A new breed of fast family car
We used to be driving ourselves dizzy up here in trick Mitsubishi Lancer Evos and Subaru Imprezas on steroids, relatively affordable fast cars that loomed large inside our heads and on our bedroom walls. Ten years on, however, the once untouchable four-door Japanese batmobiles are about as en vogue as a Nokia 3110 mobile phone or Rio MP3 player. Instead, the compact crackerjacks most petrolheads embrace in 2013 still can be had with four doors, four-wheel drive and turbocharged four-cylinder engines, but they are no longer street-legal derivatives of rally-bred icons made in the Far East. It’s Deutschland über Alles these days, premium eclipsing mainstream, Freude durch Kraft dressed up in more socially acceptable formats. Offering a similar mix of exciting dynamics, engineering excellence and fire-breathing performance, the latest masters of the super-GTI segment are the 296bhp Audi S3, the 316bhp BMW M135i, and the new (and utterly rampant) 355bhp Mercedes A45 AMG. Gentlemen, start your engines for a two-day, no-holds-barred shootout on the Dolomites’ finest tyre-shredding, brake-eating turf.

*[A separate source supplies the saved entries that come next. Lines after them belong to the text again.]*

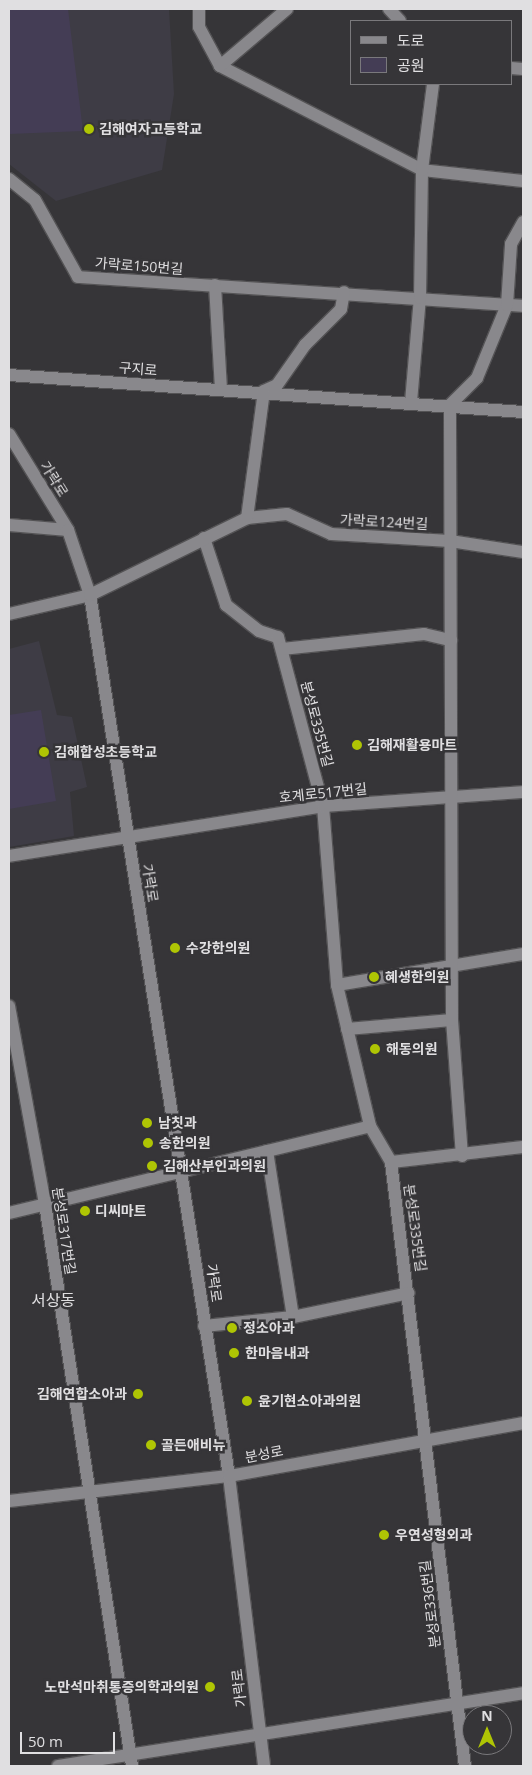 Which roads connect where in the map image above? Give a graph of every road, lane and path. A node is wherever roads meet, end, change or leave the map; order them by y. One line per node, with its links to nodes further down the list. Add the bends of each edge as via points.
1 (199, 9): 5 (street, via 199,27)
2 (287, 9): 5 (street)
3 (389, 9): 4 (street)
4 (399, 20)
5 (220, 66): 7 (street)
6 (432, 85): 7 (street)
7 (422, 170): 9 (street); 13 (street)
8 (9, 179): 11 (street, 가락로150번길, via 35,200 78,277)
9 (523, 181)
10 (523, 222): 14 (street, via 511,244)
11 (215, 285): 12 (street); 17 (street)
12 (344, 292): 13 (street); 18 (street, via 341,308 305,344 278,384)
13 (420, 298): 14 (street); 19 (street)
14 (506, 305): 15 (street); 20 (street, via 477,378)
15 (523, 306)
16 (9, 375): 17 (street, 구지로)
17 (221, 390): 18 (street, 구지로)
18 (264, 391): 19 (street, 구지로); 23 (street)
19 (411, 402): 20 (street, 구지로)
20 (450, 405): 21 (street, 구지로); 27 (street)
21 (523, 412)
22 (9, 434): 25 (street, 가락로)
23 (248, 518): 26 (street, 가락로124번길); 27 (street, 가락로124번길, via 287,514 331,534)
24 (9, 525): 25 (street)
25 (68, 530): 29 (street, 가락로)
26 (204, 538): 29 (street, 가락로124번길); 32 (street, via 226,605 259,631 278,637)
27 (450, 540): 28 (street, 가락로124번길); 31 (street)
28 (523, 552)
29 (90, 595): 30 (street, 가락로124번길); 36 (street, 가락로)
30 (9, 614)
31 (451, 640): 32 (street, via 424,634); 34 (street)
32 (282, 649): 35 (street, 분성로335번길)
33 (523, 792): 34 (street, 호계로517번길)
34 (452, 796): 35 (street, 호계로517번길); 39 (street)
35 (323, 806): 36 (street, 호계로517번길); 40 (street, 분성로335번길)
36 (127, 835): 37 (street); 49 (street, 가락로)
37 (9, 856)
38 (523, 954): 39 (street)
39 (454, 967): 40 (street); 42 (street)
40 (337, 985): 43 (street, 분성로335번길)
41 (9, 1006): 50 (street, 분성로317번길)
42 (452, 1020): 43 (street); 47 (street)
43 (347, 1029): 44 (street, 분성로335번길)
44 (370, 1126): 46 (street); 48 (street, 분성로335번길)
45 (523, 1147): 47 (street)
46 (267, 1151): 49 (street); 53 (street)
47 (462, 1156): 48 (street)
48 (391, 1162): 52 (street, 분성로335번길)
49 (183, 1172): 50 (street); 54 (street, 가락로)
50 (45, 1204): 51 (street); 58 (street, 분성로317번길)
51 (9, 1213)
52 (409, 1293): 53 (street); 56 (street, 분성로335번길)
53 (293, 1317): 54 (street)
54 (204, 1326): 57 (street, 가락로)
55 (523, 1423): 56 (street, 분성로)
56 (425, 1439): 57 (street, 분성로); 61 (street, 분성로336번길)
57 (229, 1476): 58 (street, 분성로); 62 (street, 가락로)
58 (91, 1492): 59 (street, 분성로); 63 (street, 분성로317번길)
59 (9, 1501)
60 (523, 1693): 61 (street)
61 (457, 1703): 62 (street); 66 (street, 분성로336번길)
62 (260, 1736): 63 (street); 65 (street, 가락로)
63 (131, 1761): 64 (street)
64 (58, 1766)
65 (264, 1766)
66 (465, 1766)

Normally in June, all passes connecting Italy to Austria and Switzerland are open, but since this spring is an autumn which has been pulled forward, evidently erasing summer in the process, we had virtually the entire Alps to ourselves. Wherever a sign read ‘Road closed due to snow’ there was 15-20 miles of virtually traffic-free dream territory lying ahead. Add to this a felt 50 miles of visibility and you’re on the threshold of driver’s paradise. It’s the perfect place to showcase just how much the hot hatch has changed: in 1976 the first VW Golf GTI had 110bhp; the new Mk7 GTI has 217bhp; but now this mad AMG Merc has 355bhp.